◆ **Brief**
Copy out exactly the lines below that run from the one holding "ring dip: (437, 371)" to the one holding "index pip: (938, 915)", keeping both of those lines and no others.

◆ **Records for this task**
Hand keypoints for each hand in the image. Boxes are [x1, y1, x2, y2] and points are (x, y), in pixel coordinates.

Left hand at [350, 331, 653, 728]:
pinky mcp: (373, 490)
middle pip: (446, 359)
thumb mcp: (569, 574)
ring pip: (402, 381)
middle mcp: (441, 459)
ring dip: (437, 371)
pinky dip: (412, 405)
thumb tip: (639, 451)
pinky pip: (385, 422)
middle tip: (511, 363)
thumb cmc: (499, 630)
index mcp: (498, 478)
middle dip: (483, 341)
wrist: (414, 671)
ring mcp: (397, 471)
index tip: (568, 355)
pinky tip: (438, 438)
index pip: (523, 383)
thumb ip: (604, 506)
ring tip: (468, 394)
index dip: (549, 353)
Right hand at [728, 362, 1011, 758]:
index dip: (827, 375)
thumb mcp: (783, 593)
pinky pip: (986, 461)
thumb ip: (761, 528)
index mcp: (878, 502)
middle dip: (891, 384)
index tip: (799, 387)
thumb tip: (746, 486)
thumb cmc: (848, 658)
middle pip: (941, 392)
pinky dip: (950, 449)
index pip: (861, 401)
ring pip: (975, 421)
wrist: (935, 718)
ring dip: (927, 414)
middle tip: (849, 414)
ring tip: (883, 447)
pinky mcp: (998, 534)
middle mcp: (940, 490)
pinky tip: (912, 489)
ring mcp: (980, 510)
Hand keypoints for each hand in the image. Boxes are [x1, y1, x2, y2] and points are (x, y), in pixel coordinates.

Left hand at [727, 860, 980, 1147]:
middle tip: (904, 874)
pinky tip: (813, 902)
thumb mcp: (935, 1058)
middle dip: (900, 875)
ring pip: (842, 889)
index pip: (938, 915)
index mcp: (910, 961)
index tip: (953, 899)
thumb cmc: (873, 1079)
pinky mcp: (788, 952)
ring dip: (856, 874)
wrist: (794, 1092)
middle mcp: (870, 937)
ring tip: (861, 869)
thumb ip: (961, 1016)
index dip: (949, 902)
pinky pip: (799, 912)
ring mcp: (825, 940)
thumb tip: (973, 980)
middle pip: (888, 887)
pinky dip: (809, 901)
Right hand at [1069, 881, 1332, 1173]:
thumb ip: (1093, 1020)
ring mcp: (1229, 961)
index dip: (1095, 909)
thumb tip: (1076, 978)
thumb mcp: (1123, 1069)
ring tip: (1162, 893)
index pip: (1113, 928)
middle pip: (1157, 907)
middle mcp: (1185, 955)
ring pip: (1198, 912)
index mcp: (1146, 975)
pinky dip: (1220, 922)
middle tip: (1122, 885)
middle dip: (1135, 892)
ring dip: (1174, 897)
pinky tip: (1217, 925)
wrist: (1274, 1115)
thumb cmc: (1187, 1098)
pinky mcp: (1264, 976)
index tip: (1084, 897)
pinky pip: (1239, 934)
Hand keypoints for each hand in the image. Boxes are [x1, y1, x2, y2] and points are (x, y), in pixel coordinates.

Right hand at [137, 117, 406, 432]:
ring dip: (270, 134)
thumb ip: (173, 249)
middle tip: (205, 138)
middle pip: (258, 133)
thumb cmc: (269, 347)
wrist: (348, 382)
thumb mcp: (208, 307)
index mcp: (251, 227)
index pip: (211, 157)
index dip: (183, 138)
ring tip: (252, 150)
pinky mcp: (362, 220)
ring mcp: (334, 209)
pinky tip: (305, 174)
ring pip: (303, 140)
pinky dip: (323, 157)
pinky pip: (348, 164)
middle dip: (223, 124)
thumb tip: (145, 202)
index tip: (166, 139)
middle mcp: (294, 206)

◆ **Reply to the exercise**
ring dip: (437, 371)
pinky dip: (412, 405)
thumb tip: (639, 451)
pinky pip: (385, 422)
middle tip: (511, 363)
thumb cmc: (499, 630)
index mcp: (498, 478)
middle dip: (483, 341)
wrist: (414, 671)
ring mcp: (397, 471)
index tip: (568, 355)
pinky tip: (438, 438)
index pip: (523, 383)
thumb ip: (604, 506)
ring tip: (468, 394)
index dip: (549, 353)
Right hand at [728, 362, 1011, 758]:
index dip: (827, 375)
thumb mcp: (783, 593)
pinky pip: (986, 461)
thumb ip: (761, 528)
index mcp: (878, 502)
middle dip: (891, 384)
index tip: (799, 387)
thumb tip: (746, 486)
thumb cmc: (848, 658)
middle pip: (941, 392)
pinky dip: (950, 449)
index pip: (861, 401)
ring pip: (975, 421)
wrist: (935, 718)
ring dip: (927, 414)
middle tip: (849, 414)
ring tip: (883, 447)
pinky mcp: (998, 534)
middle mcp: (940, 490)
pinky tip: (912, 489)
ring mcp: (980, 510)
Hand keypoints for each hand in the image. Boxes are [x1, y1, x2, y2] and points are (x, y), in pixel coordinates.

Left hand at [727, 860, 980, 1147]:
middle tip: (904, 874)
pinky tip: (813, 902)
thumb mcp: (935, 1058)
middle dip: (900, 875)
ring pip: (842, 889)
index pip: (938, 915)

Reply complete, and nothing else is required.